Assigned task: Among the entries below, find every line that contains the string "Caddesi", then copy it.
(Record set begins)
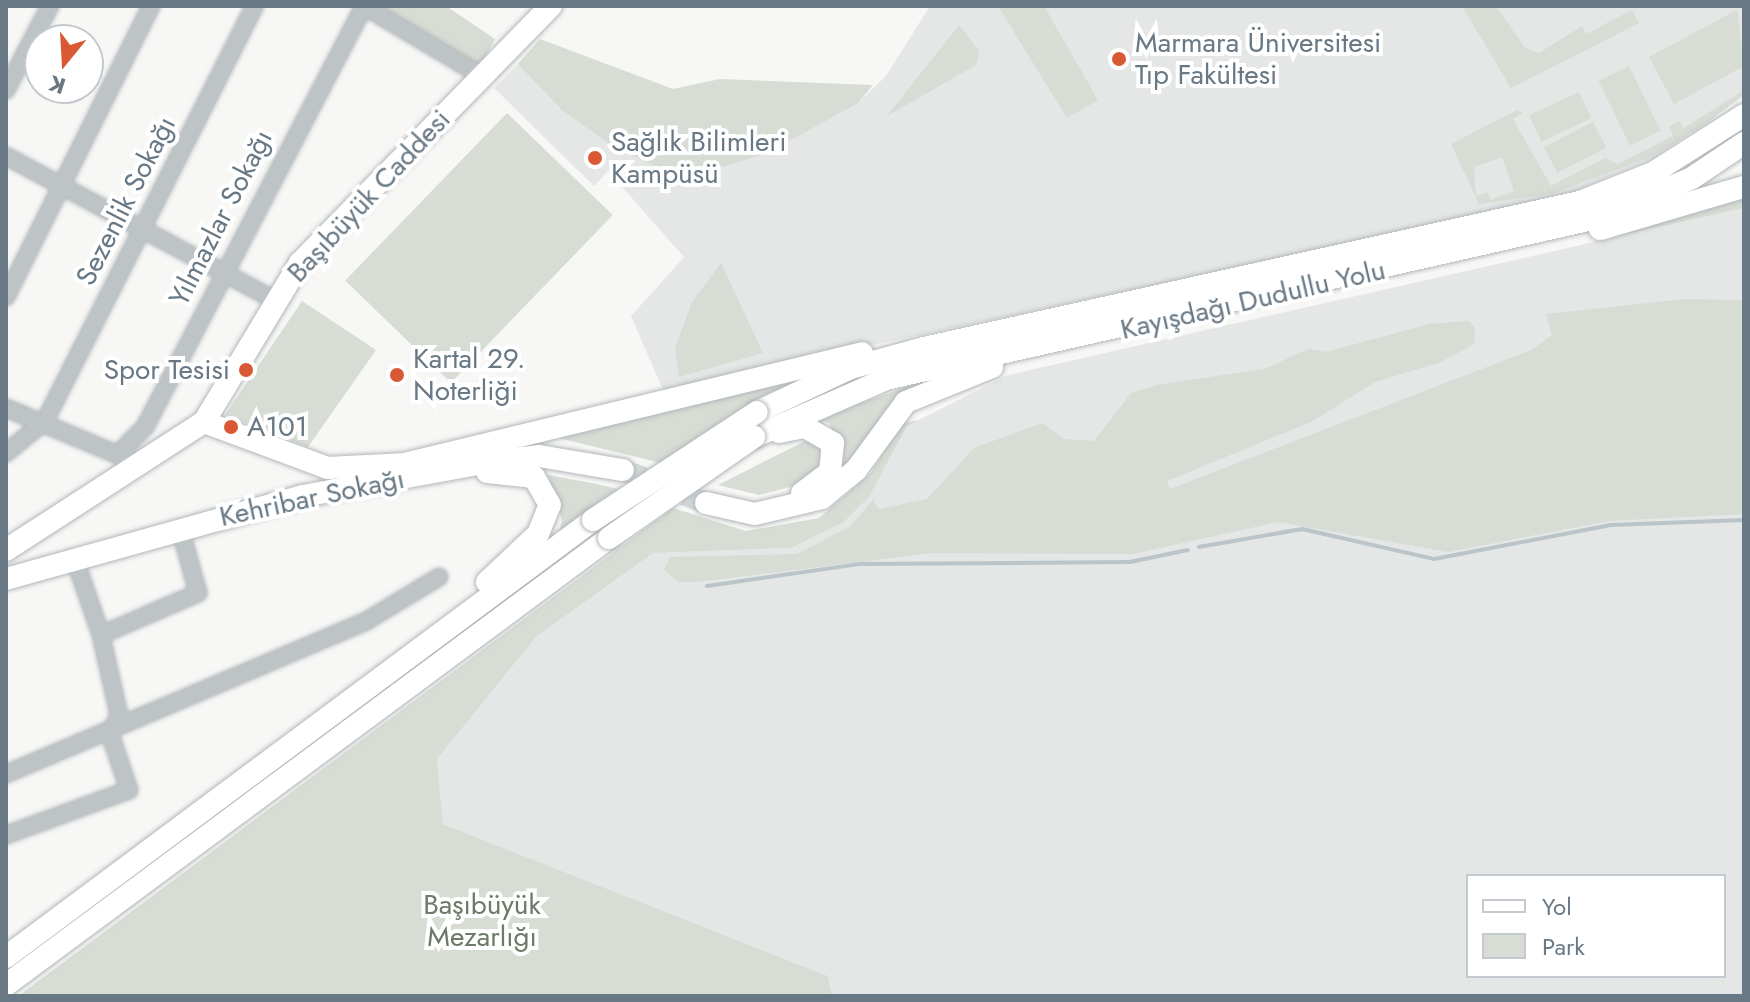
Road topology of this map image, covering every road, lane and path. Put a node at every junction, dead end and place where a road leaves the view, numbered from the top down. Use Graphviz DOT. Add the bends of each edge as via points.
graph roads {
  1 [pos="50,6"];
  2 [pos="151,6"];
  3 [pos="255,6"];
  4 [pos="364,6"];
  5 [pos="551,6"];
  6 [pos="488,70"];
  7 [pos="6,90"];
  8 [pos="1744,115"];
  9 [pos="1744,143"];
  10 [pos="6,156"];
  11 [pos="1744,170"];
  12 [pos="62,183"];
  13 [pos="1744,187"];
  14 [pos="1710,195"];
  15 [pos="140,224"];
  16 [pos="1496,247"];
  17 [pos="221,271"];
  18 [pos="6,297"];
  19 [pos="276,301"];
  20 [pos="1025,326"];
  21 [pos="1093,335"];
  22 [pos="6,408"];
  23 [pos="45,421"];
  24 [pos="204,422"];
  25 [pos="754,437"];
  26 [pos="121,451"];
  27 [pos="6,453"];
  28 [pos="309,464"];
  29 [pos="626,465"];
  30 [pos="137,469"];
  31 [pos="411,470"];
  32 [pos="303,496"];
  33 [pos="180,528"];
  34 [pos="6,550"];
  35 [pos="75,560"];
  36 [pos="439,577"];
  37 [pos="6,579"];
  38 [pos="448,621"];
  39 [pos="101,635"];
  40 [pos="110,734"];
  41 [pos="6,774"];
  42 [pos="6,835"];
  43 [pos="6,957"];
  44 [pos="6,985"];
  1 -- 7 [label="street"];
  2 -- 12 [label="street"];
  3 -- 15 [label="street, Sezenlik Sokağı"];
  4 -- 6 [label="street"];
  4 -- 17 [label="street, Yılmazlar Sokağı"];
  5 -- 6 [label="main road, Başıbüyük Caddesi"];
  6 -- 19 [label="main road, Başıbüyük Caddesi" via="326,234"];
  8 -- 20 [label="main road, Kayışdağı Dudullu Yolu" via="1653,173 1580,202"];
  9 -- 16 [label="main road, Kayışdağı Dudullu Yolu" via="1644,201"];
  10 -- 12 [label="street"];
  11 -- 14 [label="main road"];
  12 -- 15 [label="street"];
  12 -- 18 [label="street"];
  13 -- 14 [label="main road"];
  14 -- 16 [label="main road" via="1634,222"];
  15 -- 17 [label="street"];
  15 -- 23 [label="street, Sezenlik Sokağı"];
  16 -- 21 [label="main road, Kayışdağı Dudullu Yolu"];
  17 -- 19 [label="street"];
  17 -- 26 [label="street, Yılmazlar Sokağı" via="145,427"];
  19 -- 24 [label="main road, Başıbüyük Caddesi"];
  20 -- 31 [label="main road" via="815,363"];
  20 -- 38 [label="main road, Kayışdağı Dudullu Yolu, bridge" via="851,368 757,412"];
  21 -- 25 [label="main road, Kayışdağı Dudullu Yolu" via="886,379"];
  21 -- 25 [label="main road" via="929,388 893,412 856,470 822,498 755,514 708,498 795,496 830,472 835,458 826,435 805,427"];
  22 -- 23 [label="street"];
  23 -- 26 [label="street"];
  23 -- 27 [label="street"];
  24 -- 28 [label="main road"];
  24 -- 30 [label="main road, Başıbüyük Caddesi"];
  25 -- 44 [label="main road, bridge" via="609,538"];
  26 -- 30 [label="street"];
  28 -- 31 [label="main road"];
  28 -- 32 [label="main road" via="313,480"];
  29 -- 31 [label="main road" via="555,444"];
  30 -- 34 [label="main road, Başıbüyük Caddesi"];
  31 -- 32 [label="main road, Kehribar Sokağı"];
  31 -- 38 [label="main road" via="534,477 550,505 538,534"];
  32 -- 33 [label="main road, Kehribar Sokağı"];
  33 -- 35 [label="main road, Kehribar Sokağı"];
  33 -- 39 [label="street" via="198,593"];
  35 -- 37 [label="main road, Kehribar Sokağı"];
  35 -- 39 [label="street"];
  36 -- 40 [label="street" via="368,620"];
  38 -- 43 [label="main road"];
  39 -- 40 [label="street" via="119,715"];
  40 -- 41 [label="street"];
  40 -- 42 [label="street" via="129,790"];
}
(Record set ends)
Solution to this task:
  5 -- 6 [label="main road, Başıbüyük Caddesi"];
  6 -- 19 [label="main road, Başıbüyük Caddesi" via="326,234"];
  19 -- 24 [label="main road, Başıbüyük Caddesi"];
  24 -- 30 [label="main road, Başıbüyük Caddesi"];
  30 -- 34 [label="main road, Başıbüyük Caddesi"];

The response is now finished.